Saved entries:
______
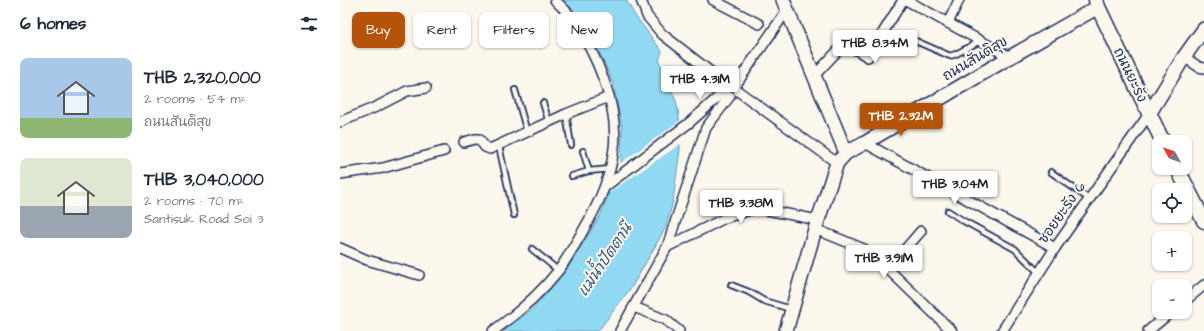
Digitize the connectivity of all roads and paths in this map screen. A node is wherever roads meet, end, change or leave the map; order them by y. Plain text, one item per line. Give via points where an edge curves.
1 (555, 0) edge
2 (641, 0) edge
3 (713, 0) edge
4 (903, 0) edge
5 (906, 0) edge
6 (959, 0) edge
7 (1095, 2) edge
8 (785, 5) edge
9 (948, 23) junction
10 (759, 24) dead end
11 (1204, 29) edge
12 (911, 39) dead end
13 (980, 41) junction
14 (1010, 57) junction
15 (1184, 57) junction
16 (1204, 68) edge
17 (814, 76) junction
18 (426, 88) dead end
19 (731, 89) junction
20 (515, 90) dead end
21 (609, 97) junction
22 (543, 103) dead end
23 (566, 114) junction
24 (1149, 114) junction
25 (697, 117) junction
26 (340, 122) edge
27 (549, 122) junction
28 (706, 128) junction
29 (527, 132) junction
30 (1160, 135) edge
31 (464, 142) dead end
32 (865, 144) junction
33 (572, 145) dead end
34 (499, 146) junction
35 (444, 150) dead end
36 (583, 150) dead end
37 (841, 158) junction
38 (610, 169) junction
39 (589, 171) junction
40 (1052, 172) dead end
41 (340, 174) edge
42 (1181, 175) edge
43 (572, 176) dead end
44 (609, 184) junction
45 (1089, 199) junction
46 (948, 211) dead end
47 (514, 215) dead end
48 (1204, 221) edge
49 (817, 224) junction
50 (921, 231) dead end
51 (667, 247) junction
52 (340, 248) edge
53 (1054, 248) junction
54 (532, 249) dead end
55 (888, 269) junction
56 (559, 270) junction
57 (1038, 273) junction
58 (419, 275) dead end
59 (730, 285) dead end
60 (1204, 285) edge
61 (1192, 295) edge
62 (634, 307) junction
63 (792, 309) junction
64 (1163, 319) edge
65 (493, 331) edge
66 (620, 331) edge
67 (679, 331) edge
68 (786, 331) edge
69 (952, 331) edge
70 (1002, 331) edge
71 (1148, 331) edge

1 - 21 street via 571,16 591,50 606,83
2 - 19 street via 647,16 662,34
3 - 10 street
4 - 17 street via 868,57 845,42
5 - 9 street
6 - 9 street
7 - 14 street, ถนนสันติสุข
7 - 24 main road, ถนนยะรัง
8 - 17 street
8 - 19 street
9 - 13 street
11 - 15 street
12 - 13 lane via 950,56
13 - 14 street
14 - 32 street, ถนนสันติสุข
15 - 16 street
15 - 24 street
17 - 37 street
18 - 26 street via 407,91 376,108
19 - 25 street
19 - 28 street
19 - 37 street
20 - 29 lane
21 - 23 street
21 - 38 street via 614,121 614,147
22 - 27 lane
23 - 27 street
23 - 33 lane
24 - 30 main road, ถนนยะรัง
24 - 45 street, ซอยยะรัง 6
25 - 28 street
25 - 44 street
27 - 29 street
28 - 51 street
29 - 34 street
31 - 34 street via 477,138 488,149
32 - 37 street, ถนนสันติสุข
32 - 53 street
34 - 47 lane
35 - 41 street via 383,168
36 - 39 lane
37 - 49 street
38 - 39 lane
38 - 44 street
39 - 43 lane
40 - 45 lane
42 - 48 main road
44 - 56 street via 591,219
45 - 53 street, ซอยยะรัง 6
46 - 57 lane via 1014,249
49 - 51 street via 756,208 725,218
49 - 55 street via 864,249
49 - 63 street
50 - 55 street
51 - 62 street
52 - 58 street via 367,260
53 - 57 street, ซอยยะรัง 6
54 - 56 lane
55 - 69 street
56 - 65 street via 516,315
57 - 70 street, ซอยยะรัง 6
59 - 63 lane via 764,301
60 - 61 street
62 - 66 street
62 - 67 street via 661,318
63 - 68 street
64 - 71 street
______
▶ [What to produce]:
Please go through the data and copy each line containing the word "lane".

▶ [Solution to the exercise]:
12 - 13 lane via 950,56
20 - 29 lane
22 - 27 lane
23 - 33 lane
34 - 47 lane
36 - 39 lane
38 - 39 lane
39 - 43 lane
40 - 45 lane
46 - 57 lane via 1014,249
54 - 56 lane
59 - 63 lane via 764,301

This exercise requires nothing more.